**** Material for this exercise

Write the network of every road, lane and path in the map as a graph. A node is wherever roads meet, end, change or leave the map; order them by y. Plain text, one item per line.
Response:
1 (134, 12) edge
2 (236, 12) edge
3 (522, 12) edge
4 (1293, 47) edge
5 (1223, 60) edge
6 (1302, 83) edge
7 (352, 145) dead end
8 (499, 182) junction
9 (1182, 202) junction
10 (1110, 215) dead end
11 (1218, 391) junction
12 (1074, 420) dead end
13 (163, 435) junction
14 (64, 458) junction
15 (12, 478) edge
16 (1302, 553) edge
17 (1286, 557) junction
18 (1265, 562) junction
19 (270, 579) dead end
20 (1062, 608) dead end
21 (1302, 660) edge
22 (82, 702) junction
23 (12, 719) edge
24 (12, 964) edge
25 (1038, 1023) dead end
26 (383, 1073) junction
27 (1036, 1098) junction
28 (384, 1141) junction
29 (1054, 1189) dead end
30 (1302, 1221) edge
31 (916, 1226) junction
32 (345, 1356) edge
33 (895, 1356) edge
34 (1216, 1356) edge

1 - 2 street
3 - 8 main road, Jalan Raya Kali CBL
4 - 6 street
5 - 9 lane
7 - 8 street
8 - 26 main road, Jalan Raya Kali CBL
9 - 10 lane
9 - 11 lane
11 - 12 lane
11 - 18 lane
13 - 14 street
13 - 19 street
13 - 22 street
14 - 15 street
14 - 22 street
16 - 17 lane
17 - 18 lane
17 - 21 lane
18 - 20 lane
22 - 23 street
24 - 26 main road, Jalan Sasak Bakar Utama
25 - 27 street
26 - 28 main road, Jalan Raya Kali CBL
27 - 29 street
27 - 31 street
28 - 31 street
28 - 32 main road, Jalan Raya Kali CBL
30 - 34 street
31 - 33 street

********

What the task requires: The answer must be the complete set of entries, retyped exactly.

Reply:
Write the network of every road, lane and path in the map as a graph. A node is wherever roads meet, end, change or leave the map; order them by y. Plain text, one item per line.
Response:
1 (134, 12) edge
2 (236, 12) edge
3 (522, 12) edge
4 (1293, 47) edge
5 (1223, 60) edge
6 (1302, 83) edge
7 (352, 145) dead end
8 (499, 182) junction
9 (1182, 202) junction
10 (1110, 215) dead end
11 (1218, 391) junction
12 (1074, 420) dead end
13 (163, 435) junction
14 (64, 458) junction
15 (12, 478) edge
16 (1302, 553) edge
17 (1286, 557) junction
18 (1265, 562) junction
19 (270, 579) dead end
20 (1062, 608) dead end
21 (1302, 660) edge
22 (82, 702) junction
23 (12, 719) edge
24 (12, 964) edge
25 (1038, 1023) dead end
26 (383, 1073) junction
27 (1036, 1098) junction
28 (384, 1141) junction
29 (1054, 1189) dead end
30 (1302, 1221) edge
31 (916, 1226) junction
32 (345, 1356) edge
33 (895, 1356) edge
34 (1216, 1356) edge

1 - 2 street
3 - 8 main road, Jalan Raya Kali CBL
4 - 6 street
5 - 9 lane
7 - 8 street
8 - 26 main road, Jalan Raya Kali CBL
9 - 10 lane
9 - 11 lane
11 - 12 lane
11 - 18 lane
13 - 14 street
13 - 19 street
13 - 22 street
14 - 15 street
14 - 22 street
16 - 17 lane
17 - 18 lane
17 - 21 lane
18 - 20 lane
22 - 23 street
24 - 26 main road, Jalan Sasak Bakar Utama
25 - 27 street
26 - 28 main road, Jalan Raya Kali CBL
27 - 29 street
27 - 31 street
28 - 31 street
28 - 32 main road, Jalan Raya Kali CBL
30 - 34 street
31 - 33 street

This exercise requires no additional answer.